--- Task to carry out ---
Copy every record below exactly as it appears.

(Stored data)
###
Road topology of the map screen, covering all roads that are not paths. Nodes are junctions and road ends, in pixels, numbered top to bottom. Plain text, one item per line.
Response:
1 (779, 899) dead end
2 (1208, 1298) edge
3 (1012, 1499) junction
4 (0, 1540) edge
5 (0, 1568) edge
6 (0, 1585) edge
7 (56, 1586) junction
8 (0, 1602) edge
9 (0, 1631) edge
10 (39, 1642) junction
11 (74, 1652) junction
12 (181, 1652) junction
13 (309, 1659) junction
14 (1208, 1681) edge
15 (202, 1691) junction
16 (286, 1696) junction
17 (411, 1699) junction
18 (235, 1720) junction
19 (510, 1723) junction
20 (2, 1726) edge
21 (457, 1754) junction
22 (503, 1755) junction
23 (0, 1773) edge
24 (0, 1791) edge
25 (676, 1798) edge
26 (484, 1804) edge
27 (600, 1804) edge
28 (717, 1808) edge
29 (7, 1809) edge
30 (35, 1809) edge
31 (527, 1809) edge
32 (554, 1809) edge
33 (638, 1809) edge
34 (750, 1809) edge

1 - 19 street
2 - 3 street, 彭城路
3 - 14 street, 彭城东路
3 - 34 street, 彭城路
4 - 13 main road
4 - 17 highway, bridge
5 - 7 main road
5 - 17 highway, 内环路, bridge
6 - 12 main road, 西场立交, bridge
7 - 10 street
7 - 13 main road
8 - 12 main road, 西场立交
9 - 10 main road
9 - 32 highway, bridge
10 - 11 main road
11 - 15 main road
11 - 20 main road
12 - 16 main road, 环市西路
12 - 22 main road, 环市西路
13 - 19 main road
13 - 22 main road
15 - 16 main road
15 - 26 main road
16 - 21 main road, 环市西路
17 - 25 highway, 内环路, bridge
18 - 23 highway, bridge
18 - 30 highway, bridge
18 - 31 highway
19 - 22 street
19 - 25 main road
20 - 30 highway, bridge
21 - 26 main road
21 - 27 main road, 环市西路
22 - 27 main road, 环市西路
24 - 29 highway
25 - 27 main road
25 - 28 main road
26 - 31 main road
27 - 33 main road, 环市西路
###
--- Answer for this exercise ---
Road topology of the map screen, covering all roads that are not paths. Nodes are junctions and road ends, in pixels, numbered top to bottom. Plain text, one item per line.
Response:
1 (779, 899) dead end
2 (1208, 1298) edge
3 (1012, 1499) junction
4 (0, 1540) edge
5 (0, 1568) edge
6 (0, 1585) edge
7 (56, 1586) junction
8 (0, 1602) edge
9 (0, 1631) edge
10 (39, 1642) junction
11 (74, 1652) junction
12 (181, 1652) junction
13 (309, 1659) junction
14 (1208, 1681) edge
15 (202, 1691) junction
16 (286, 1696) junction
17 (411, 1699) junction
18 (235, 1720) junction
19 (510, 1723) junction
20 (2, 1726) edge
21 (457, 1754) junction
22 (503, 1755) junction
23 (0, 1773) edge
24 (0, 1791) edge
25 (676, 1798) edge
26 (484, 1804) edge
27 (600, 1804) edge
28 (717, 1808) edge
29 (7, 1809) edge
30 (35, 1809) edge
31 (527, 1809) edge
32 (554, 1809) edge
33 (638, 1809) edge
34 (750, 1809) edge

1 - 19 street
2 - 3 street, 彭城路
3 - 14 street, 彭城东路
3 - 34 street, 彭城路
4 - 13 main road
4 - 17 highway, bridge
5 - 7 main road
5 - 17 highway, 内环路, bridge
6 - 12 main road, 西场立交, bridge
7 - 10 street
7 - 13 main road
8 - 12 main road, 西场立交
9 - 10 main road
9 - 32 highway, bridge
10 - 11 main road
11 - 15 main road
11 - 20 main road
12 - 16 main road, 环市西路
12 - 22 main road, 环市西路
13 - 19 main road
13 - 22 main road
15 - 16 main road
15 - 26 main road
16 - 21 main road, 环市西路
17 - 25 highway, 内环路, bridge
18 - 23 highway, bridge
18 - 30 highway, bridge
18 - 31 highway
19 - 22 street
19 - 25 main road
20 - 30 highway, bridge
21 - 26 main road
21 - 27 main road, 环市西路
22 - 27 main road, 环市西路
24 - 29 highway
25 - 27 main road
25 - 28 main road
26 - 31 main road
27 - 33 main road, 环市西路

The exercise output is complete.